ABOUT THIS TASK: What is the number of lines in the entries below that include the word "Забуснянська"? Provide the number only.

MATERIAL TO PROCESS:
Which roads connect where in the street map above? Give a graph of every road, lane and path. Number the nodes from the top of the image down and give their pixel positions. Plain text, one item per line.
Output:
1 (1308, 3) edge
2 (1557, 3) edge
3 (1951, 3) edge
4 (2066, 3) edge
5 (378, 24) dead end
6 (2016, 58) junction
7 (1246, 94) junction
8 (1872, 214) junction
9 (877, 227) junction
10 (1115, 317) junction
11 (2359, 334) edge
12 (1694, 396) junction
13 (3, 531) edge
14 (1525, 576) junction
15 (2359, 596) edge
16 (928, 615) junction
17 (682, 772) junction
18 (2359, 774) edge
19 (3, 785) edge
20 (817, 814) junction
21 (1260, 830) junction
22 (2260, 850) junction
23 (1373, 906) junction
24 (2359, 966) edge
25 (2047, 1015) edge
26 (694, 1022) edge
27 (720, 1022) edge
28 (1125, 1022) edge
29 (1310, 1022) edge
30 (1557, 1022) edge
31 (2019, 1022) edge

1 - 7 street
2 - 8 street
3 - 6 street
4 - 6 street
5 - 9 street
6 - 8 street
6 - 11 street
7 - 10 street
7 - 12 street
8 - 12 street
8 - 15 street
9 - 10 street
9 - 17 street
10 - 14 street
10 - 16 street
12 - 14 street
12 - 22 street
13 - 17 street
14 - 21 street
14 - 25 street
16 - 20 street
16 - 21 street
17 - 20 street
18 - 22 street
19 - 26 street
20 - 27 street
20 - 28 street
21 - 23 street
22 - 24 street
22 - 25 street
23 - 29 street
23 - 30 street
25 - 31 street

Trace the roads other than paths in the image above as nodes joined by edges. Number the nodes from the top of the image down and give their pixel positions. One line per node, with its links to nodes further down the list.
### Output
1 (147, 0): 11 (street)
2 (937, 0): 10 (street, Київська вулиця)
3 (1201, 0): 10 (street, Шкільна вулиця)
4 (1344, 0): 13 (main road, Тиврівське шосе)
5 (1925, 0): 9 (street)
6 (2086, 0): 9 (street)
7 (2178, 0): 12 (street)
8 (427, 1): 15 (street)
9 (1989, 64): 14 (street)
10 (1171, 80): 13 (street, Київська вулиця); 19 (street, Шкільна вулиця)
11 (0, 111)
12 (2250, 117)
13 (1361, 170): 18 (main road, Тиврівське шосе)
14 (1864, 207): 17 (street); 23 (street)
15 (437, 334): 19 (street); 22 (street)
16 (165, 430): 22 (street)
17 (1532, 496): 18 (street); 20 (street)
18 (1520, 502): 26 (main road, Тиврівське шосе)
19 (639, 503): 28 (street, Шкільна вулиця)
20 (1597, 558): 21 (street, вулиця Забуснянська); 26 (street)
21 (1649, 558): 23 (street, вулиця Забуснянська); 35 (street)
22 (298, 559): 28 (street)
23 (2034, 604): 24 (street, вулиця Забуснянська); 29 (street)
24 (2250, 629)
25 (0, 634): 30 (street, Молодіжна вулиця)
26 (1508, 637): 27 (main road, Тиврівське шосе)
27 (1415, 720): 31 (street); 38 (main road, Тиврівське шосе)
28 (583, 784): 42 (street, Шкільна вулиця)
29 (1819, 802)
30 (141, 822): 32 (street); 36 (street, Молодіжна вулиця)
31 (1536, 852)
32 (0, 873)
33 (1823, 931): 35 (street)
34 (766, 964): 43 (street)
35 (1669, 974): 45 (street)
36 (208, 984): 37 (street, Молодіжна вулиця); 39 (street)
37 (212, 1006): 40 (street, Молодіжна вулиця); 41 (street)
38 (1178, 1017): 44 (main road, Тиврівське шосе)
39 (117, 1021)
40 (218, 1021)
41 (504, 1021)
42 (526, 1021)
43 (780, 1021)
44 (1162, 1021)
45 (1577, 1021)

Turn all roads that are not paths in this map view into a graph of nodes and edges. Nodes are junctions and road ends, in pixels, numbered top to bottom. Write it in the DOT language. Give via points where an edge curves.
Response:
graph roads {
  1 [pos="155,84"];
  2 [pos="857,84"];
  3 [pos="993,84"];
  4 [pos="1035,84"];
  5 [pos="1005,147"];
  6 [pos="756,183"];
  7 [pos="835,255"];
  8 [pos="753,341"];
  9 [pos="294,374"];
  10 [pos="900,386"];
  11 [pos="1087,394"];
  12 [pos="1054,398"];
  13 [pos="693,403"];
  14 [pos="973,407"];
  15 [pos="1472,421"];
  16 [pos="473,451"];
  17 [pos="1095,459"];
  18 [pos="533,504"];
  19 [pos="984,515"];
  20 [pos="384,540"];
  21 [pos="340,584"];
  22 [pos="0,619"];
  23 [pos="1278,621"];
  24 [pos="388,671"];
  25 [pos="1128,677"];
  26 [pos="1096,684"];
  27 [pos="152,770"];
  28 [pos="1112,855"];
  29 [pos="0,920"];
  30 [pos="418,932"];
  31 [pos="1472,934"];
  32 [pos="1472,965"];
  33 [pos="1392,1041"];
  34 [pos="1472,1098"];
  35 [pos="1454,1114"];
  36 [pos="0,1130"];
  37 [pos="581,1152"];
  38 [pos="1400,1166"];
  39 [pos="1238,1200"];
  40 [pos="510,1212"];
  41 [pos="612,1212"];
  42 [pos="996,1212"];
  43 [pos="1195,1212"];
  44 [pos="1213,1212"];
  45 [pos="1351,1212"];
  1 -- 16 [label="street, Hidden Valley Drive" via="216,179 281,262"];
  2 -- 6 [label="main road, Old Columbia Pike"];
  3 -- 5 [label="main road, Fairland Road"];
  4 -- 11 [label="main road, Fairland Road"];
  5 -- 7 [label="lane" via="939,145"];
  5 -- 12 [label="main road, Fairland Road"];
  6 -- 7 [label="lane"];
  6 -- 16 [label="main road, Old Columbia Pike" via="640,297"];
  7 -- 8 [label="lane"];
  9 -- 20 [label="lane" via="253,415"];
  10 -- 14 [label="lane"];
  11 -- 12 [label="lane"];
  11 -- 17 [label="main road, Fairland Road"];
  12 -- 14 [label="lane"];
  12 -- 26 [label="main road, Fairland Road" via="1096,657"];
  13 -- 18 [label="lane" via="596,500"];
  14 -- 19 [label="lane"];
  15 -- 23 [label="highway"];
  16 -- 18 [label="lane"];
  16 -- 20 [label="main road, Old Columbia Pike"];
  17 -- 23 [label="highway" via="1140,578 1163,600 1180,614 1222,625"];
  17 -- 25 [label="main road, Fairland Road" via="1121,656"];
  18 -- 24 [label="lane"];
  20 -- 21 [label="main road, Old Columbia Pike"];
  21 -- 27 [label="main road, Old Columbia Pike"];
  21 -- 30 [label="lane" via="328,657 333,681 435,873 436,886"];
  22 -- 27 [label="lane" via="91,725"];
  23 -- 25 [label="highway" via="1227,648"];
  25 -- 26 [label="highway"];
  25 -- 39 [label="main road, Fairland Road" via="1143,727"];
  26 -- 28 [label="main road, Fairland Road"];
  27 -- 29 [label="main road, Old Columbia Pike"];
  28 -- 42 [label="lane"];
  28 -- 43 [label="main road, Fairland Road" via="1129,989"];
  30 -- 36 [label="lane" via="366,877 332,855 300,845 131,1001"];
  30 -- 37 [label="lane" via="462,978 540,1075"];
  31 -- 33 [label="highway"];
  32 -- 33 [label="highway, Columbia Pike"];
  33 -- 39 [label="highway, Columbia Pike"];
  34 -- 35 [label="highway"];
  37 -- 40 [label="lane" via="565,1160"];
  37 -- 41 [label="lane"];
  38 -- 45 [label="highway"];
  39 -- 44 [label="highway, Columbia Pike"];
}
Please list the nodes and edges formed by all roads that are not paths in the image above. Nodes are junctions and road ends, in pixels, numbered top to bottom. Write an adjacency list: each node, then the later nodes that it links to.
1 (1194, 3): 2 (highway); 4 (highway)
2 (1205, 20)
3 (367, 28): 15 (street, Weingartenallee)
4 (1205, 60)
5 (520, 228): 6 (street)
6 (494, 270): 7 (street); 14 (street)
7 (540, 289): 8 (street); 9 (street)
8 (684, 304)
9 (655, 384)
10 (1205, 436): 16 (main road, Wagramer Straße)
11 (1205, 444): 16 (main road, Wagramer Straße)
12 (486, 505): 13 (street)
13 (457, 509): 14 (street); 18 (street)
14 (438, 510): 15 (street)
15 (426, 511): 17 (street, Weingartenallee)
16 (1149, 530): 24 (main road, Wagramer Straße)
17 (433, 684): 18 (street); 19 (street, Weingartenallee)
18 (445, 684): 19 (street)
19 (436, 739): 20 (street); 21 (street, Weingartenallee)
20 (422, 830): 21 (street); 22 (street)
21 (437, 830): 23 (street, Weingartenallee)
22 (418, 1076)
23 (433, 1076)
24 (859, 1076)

RESPONSE FOR THIS EXERCISE: 3